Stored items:
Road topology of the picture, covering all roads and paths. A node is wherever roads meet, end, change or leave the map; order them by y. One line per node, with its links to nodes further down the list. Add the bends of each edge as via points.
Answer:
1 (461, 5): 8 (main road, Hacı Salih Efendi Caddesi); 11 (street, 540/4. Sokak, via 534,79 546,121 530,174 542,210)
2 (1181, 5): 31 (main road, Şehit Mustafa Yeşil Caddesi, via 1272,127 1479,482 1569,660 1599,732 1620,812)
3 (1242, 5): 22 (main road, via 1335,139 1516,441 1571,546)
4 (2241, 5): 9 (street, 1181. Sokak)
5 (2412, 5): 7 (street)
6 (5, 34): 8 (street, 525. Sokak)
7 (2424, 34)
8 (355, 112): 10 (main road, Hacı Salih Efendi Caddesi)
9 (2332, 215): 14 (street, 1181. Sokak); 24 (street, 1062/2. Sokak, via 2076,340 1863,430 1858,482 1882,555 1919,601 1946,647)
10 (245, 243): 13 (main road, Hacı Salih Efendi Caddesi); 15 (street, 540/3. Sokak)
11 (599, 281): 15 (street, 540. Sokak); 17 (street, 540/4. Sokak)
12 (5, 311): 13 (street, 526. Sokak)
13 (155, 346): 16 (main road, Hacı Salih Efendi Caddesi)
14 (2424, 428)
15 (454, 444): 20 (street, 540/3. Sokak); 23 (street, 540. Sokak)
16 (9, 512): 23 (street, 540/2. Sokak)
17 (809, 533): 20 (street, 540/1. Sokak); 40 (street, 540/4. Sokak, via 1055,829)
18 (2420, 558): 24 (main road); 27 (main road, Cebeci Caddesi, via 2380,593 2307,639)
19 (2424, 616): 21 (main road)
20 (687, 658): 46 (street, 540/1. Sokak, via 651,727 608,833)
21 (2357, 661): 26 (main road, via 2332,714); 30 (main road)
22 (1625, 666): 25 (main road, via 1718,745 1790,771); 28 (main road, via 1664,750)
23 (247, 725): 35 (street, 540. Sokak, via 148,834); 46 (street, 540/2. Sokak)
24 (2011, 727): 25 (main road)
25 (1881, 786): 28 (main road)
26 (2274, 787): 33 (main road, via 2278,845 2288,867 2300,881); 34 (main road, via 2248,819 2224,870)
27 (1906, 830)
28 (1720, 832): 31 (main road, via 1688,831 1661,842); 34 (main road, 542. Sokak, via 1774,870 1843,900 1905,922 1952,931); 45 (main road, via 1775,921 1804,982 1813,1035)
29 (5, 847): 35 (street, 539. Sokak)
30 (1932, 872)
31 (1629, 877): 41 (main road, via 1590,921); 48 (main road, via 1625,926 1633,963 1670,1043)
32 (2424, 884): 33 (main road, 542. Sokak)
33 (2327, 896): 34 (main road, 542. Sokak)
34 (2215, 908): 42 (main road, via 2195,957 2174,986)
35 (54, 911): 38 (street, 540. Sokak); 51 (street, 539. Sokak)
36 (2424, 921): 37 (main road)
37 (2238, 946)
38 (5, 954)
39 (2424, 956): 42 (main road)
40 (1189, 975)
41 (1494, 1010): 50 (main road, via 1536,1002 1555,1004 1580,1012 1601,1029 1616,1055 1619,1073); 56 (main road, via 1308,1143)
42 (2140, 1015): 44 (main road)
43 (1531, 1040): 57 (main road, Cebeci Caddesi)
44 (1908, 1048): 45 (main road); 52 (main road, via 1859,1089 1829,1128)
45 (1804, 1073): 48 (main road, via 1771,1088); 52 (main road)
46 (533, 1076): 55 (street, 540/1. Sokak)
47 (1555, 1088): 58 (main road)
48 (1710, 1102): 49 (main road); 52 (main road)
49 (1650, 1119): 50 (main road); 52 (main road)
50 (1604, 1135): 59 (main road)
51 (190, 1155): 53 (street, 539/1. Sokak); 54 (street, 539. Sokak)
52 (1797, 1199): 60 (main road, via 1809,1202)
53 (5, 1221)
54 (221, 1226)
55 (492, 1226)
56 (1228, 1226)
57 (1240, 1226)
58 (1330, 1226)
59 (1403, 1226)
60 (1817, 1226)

■ **What you need to do**
Filter the entries above down to the lines that contain "Caddesi".

■ **Output**
1 (461, 5): 8 (main road, Hacı Salih Efendi Caddesi); 11 (street, 540/4. Sokak, via 534,79 546,121 530,174 542,210)
2 (1181, 5): 31 (main road, Şehit Mustafa Yeşil Caddesi, via 1272,127 1479,482 1569,660 1599,732 1620,812)
8 (355, 112): 10 (main road, Hacı Salih Efendi Caddesi)
10 (245, 243): 13 (main road, Hacı Salih Efendi Caddesi); 15 (street, 540/3. Sokak)
13 (155, 346): 16 (main road, Hacı Salih Efendi Caddesi)
18 (2420, 558): 24 (main road); 27 (main road, Cebeci Caddesi, via 2380,593 2307,639)
43 (1531, 1040): 57 (main road, Cebeci Caddesi)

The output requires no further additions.